Member of the Lincoln County, Oregon County Commission
- In office January 6, 2005 – January 4, 2026
- Succeeded by: (vacant)

Personal details
- Born: September 27, 1959 Portland, Oregon
- Died: January 4, 2026 (aged 66)
- Education: Pacific University Northwestern University

= Claire Hall =

American politician

Claire Elizabeth Hall (September 27, 1959 – January 4, 2026) was an American politician and journalist who served on the Lincoln County, Oregon County Commission from 2005 until her death in 2026. She came out as transgender in 2018, and was the first elected official to transition while in office.

==Early life==
Hall was born in 1959 in Portland, Oregon. She suffered from gender dysphoria at a young age, but was afraid to express it for fear of how her family or society would react. She studied communications at Pacific University, and received a master's degree in journalism from Northwestern University.

After graduating, she worked for the Portland Public Schools radio station (KBPS) as a producer. In 1987, she moved to Newport, where she worked as a reporter for the Newport News Times and a news director for several Newport radio stations.

==Political career==
Hall was first elected as a county commissioner in 2004, defeating Republican candidate Karen Gerttula. While in office, she was an advocate for helping Oregon's homeless population, building more affordable housing, and regulating short-term and vacation rentals in the county. She served on the Governor's Council on Alcohol and Drug Programs, the Oregon Ending Homelessness Advisory Council,, and as president of the Association of Oregon Counties. She was reelected five times to the position, in 2008, 2012, 2016, 2020, and 2024.

===Recall===
In July 2025, a recall campaign was launched against Hall, which garnered the nearly 4,000 signatures necessary to be placed on the ballot. The recall focused on Hall's handling of public meetings as commission chair, the exclusion of fellow commissioner Casey Miller from the county office, and possible mismanagement of Lincoln County's finances. A review by the Oregon Government Ethics Commission, released in October 2025, also concluded that the county commission might have violated the law by exempting certain county departments from a hiring freeze without public meetings.

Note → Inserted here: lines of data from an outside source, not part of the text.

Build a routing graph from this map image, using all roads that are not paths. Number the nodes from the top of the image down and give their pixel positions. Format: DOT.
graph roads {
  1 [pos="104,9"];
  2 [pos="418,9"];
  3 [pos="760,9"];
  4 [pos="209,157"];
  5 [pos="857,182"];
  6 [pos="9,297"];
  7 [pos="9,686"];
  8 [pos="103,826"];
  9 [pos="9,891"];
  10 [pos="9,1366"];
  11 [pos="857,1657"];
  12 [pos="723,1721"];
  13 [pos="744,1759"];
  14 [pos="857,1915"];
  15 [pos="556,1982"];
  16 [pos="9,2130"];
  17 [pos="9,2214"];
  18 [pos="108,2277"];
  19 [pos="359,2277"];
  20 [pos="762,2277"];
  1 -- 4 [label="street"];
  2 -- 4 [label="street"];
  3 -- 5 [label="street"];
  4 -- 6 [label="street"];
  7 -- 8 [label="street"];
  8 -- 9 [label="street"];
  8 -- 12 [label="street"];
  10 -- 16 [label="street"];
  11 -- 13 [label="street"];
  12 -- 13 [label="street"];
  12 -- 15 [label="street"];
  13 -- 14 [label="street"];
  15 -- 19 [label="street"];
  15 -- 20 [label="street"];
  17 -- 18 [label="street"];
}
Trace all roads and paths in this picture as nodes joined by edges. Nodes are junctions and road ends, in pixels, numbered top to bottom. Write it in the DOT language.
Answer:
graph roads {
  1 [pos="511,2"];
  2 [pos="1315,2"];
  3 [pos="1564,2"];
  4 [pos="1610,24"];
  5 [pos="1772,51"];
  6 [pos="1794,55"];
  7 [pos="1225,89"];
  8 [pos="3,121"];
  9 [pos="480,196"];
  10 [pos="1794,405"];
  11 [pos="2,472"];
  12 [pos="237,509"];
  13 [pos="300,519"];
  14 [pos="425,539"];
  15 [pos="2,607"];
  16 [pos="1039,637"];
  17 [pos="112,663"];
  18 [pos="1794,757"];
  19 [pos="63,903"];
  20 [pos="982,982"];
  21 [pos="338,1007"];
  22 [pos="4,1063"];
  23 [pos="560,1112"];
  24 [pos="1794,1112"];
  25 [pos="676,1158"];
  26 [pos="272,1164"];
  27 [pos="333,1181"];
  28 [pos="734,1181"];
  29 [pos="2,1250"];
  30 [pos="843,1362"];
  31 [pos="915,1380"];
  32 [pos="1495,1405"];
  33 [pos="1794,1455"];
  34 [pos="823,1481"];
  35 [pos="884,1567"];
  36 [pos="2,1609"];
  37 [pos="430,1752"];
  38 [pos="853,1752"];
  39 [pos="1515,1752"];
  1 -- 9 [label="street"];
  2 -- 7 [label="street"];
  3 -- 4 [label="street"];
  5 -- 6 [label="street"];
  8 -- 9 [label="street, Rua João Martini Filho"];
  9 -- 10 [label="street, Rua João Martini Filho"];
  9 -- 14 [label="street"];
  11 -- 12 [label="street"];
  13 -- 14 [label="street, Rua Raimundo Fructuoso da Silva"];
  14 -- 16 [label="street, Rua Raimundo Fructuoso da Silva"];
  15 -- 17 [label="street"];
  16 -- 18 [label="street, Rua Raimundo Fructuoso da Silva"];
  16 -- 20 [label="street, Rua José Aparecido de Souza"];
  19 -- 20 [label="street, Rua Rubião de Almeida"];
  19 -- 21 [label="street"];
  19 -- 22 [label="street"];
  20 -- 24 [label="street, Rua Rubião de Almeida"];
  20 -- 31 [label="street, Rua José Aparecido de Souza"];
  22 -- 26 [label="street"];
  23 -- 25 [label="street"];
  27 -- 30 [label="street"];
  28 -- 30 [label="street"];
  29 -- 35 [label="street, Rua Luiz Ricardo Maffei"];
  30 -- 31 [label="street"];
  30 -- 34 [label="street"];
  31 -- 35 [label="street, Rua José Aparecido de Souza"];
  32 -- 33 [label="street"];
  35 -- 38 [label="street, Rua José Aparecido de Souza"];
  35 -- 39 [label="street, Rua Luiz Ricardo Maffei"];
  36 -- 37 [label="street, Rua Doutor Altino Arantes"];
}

Although Hall's commissioner position was nonpartisan, the recall campaign became politically polarized, with Lincoln County Republicans supporting her ouster and Lincoln County Democrats campaigning against it; Hall also faced several transphobic comments from recall supporters. After her death, the recall election became void.

==Personal life==
Hall began her transition in 2017, soon after being divorced from her wife. She began with piercing her ears, before beginning electrolysis and gender-affirming hormone therapy. “I think I finally reached a point where I no longer saw an insurmountable barrier to transitioning,” Hall said. “I am living in a supportive community where I have a lot of friends and supporters...I finally found myself looking for a path to do it instead of finding reasons not to do it.” She publicly came out on June 3, 2018.

Hall was the author of McCallandia, a utopian novel set in an alternate universe where Oregon governor Tom McCall became president.

After a fall in September 2025, Hall was hospitalized for a fractured hip, shoulder, and several ribs. She attended commission meetings remotely but suffered from worsening health issues, and died on January 4, 2026 at the age of 66.